Work task: Should a line in the entries below contain "nowrap", return that line.

++++++

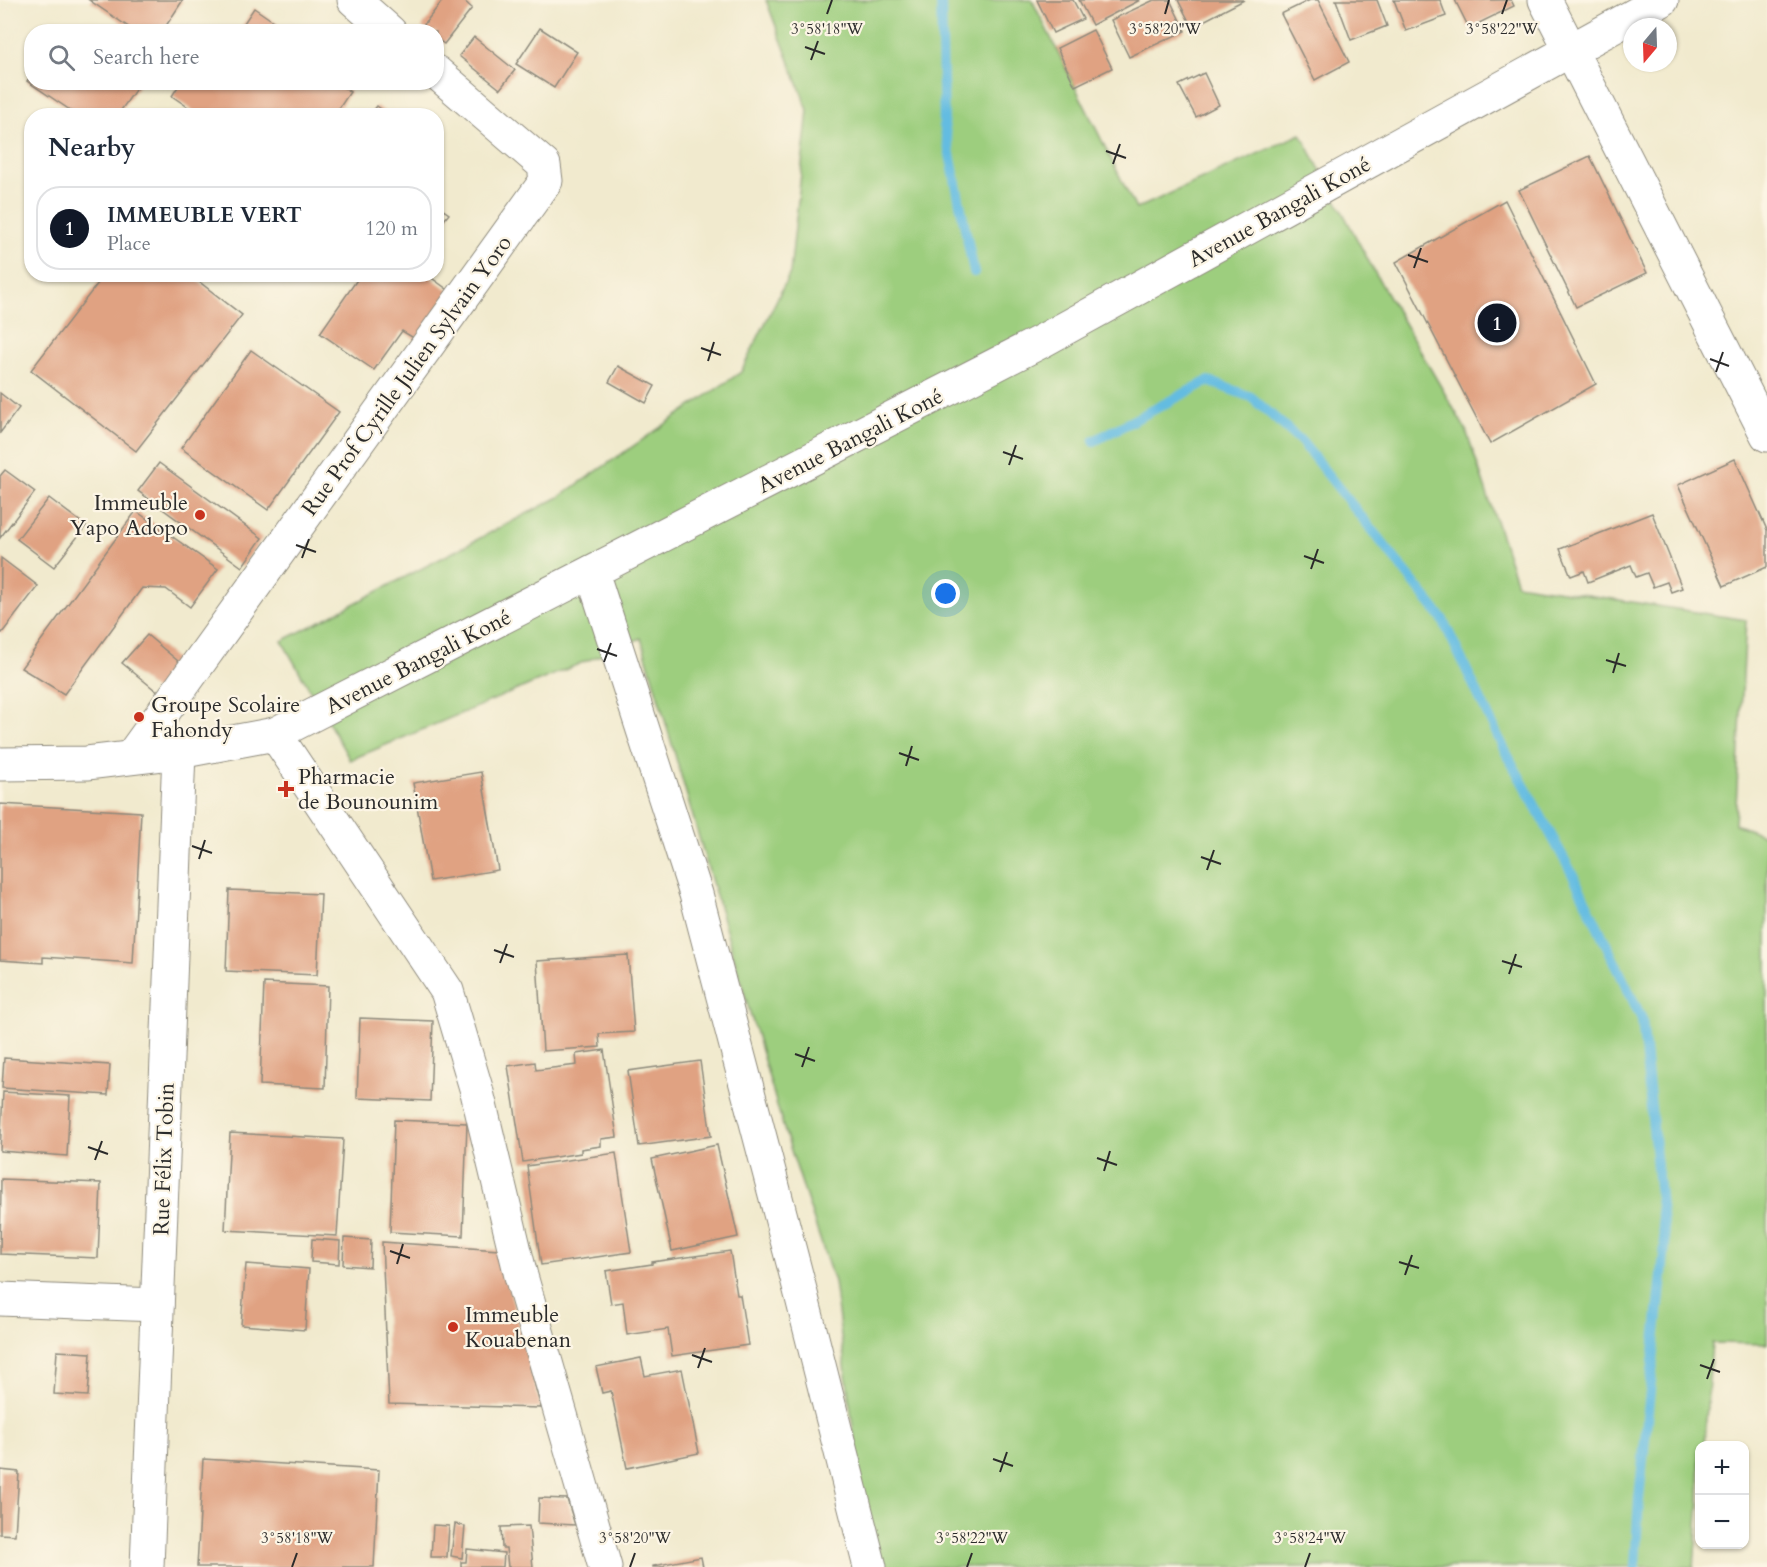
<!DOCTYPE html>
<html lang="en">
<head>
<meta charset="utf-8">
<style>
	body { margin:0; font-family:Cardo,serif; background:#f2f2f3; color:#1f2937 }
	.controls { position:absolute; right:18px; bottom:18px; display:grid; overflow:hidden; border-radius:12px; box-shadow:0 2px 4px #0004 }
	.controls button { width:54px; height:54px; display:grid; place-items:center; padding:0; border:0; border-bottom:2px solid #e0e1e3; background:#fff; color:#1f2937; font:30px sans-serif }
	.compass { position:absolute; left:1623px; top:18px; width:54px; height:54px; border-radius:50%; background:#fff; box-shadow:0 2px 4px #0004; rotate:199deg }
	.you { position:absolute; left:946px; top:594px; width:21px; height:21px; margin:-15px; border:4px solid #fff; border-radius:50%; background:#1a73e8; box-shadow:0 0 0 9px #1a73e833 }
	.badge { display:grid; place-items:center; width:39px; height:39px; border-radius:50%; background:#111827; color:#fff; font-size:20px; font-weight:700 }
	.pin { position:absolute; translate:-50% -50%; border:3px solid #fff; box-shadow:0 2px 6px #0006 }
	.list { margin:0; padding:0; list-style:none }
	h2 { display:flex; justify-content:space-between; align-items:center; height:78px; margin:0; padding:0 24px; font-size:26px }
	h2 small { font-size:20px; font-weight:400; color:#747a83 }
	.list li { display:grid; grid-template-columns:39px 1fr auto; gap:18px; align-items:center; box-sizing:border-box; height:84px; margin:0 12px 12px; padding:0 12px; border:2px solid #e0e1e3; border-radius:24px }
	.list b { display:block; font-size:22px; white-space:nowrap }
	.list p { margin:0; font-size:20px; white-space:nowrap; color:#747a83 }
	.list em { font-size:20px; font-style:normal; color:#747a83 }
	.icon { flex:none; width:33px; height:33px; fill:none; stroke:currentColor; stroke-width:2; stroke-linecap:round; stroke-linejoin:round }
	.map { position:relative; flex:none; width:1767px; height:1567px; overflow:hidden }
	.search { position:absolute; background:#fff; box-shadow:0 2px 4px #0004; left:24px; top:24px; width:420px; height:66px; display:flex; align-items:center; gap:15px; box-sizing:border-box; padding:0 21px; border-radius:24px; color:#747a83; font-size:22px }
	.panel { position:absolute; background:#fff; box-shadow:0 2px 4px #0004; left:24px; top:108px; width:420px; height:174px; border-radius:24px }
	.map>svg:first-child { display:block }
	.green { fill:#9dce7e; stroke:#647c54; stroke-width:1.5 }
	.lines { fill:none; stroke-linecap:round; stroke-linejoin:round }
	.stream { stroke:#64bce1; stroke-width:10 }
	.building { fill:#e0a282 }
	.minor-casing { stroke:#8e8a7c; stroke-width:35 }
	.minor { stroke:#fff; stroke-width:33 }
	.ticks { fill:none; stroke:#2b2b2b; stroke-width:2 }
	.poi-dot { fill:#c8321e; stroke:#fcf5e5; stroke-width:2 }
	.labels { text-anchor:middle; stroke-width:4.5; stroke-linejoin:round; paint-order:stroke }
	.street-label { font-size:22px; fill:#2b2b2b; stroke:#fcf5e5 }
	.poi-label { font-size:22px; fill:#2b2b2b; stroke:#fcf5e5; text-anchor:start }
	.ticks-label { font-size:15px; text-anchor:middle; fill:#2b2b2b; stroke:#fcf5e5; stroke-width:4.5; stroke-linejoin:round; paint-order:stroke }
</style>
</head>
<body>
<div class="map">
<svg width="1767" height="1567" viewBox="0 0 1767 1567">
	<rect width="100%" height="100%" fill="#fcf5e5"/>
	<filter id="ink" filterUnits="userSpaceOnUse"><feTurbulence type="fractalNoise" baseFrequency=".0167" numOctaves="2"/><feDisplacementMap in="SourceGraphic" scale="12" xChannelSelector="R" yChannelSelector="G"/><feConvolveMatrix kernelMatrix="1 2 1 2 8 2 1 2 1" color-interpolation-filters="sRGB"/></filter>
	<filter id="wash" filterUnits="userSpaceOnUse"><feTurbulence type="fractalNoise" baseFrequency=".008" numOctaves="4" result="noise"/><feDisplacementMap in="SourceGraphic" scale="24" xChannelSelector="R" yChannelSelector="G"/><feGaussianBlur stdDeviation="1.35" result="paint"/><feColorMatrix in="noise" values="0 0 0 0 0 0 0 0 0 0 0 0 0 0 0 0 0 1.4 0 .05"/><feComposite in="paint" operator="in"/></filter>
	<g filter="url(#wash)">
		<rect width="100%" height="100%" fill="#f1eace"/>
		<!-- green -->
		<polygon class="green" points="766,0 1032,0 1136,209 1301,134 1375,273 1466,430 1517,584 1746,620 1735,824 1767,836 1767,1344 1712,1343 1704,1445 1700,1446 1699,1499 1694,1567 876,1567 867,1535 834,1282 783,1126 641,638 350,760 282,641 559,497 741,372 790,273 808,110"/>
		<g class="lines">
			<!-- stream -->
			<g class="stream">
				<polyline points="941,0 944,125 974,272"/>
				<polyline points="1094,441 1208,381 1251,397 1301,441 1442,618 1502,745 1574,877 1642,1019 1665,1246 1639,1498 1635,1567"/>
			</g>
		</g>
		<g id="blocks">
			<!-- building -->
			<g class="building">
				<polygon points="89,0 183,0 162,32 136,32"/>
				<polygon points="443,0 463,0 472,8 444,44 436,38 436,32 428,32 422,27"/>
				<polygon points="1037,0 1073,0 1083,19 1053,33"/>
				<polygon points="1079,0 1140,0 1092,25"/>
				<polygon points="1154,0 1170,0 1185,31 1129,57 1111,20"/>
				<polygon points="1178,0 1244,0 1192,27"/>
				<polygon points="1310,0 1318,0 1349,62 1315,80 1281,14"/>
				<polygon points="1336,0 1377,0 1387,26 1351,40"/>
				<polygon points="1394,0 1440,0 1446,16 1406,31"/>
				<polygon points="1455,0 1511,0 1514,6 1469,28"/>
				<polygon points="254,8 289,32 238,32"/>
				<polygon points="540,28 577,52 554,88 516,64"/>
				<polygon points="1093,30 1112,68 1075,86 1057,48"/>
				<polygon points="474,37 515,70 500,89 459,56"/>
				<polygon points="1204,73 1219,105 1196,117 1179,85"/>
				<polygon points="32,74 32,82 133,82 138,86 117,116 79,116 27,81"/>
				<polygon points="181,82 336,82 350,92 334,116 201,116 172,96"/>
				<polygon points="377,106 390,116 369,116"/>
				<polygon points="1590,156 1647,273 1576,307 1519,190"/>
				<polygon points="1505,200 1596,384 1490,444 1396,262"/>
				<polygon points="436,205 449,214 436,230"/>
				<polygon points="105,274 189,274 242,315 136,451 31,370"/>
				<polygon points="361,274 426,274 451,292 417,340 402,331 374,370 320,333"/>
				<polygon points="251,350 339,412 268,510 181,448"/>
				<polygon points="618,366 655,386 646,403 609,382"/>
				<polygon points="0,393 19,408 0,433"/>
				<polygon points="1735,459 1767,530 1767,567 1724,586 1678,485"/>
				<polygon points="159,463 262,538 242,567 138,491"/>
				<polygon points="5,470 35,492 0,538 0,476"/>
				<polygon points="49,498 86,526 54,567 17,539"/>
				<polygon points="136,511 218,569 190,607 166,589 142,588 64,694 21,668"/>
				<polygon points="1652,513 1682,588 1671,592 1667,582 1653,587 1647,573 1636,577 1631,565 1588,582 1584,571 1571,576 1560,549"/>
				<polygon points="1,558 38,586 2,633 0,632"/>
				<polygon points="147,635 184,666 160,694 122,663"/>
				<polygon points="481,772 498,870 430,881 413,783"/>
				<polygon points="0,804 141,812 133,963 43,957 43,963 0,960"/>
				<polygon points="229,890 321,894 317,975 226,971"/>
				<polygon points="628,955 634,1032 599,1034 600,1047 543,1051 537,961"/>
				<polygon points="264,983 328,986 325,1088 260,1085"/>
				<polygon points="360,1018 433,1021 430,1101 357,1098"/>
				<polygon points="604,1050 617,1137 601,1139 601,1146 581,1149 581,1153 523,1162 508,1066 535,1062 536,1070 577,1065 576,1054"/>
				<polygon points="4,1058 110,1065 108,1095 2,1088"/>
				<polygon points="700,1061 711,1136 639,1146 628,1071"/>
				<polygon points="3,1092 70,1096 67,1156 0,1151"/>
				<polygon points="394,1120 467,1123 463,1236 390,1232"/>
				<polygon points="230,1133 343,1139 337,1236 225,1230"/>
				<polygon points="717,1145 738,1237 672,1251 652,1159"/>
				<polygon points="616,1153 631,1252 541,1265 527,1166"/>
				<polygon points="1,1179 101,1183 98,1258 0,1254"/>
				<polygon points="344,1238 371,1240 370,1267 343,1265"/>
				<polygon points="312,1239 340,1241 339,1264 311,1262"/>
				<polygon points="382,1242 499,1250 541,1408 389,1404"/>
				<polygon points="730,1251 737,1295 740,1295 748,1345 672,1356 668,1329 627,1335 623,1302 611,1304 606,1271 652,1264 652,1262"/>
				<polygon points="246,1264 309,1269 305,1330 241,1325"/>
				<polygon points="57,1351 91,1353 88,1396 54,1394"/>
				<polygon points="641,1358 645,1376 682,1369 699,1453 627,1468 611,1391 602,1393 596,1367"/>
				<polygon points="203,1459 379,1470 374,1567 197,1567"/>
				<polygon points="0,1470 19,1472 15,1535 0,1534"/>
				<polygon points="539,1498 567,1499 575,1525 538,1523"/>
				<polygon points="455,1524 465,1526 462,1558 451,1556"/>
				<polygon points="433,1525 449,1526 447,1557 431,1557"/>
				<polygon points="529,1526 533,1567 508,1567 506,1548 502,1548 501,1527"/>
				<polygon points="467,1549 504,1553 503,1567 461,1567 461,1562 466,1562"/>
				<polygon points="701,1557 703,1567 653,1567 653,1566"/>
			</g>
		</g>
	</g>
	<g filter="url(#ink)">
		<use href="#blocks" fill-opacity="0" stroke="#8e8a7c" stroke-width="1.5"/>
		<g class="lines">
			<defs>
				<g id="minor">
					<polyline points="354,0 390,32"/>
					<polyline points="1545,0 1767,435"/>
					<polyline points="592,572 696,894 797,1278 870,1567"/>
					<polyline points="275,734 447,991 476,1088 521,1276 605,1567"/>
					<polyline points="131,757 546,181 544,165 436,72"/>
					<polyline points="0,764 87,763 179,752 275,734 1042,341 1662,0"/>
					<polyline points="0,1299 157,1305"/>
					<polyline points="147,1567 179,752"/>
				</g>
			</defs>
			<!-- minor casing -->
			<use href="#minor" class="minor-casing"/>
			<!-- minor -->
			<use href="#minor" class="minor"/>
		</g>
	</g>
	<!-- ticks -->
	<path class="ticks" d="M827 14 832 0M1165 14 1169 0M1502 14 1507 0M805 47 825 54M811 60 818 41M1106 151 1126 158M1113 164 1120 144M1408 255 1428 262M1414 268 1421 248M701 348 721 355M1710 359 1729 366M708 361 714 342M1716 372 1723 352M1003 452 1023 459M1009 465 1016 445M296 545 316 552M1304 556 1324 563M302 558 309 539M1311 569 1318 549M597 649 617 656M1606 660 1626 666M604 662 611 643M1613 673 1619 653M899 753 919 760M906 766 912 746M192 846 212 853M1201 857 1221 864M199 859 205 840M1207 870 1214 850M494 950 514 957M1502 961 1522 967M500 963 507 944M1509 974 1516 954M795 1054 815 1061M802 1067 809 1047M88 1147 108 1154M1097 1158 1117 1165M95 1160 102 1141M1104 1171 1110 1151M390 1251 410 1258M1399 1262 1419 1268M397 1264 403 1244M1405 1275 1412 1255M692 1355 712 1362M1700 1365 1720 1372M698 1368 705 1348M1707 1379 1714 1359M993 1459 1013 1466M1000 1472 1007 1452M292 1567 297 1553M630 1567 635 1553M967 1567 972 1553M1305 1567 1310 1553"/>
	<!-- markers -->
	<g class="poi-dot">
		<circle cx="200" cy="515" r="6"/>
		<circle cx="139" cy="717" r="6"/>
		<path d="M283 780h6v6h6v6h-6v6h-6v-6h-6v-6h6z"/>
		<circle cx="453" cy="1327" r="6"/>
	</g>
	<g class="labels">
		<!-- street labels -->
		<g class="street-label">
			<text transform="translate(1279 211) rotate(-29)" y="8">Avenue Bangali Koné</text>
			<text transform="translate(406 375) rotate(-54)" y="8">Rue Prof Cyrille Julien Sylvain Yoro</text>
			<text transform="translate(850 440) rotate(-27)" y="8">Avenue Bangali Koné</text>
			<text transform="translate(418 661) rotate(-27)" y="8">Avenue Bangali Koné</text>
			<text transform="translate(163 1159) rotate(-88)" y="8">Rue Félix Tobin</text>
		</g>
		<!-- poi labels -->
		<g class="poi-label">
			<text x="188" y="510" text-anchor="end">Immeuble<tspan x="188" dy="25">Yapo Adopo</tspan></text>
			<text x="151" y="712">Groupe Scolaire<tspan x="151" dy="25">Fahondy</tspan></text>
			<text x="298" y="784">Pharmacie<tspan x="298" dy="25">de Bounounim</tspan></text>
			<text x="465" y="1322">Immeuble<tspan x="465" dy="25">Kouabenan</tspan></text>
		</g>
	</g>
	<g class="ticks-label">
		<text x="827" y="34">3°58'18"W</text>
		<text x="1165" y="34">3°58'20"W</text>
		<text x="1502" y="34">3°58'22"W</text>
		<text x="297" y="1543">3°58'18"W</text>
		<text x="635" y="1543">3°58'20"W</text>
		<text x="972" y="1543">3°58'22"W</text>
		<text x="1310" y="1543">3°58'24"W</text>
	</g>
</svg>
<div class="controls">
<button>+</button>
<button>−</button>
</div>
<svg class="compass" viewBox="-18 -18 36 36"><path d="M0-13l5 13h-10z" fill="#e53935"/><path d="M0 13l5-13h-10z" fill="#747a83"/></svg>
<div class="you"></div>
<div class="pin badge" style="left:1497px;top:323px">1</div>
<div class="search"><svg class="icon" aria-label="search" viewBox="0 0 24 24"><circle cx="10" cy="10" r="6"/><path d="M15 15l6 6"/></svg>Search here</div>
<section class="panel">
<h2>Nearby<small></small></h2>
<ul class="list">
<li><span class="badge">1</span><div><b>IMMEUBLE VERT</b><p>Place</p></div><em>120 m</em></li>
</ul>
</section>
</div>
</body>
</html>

++++++

Exercise response:
	.list b { display:block; font-size:22px; white-space:nowrap }
	.list p { margin:0; font-size:20px; white-space:nowrap; color:#747a83 }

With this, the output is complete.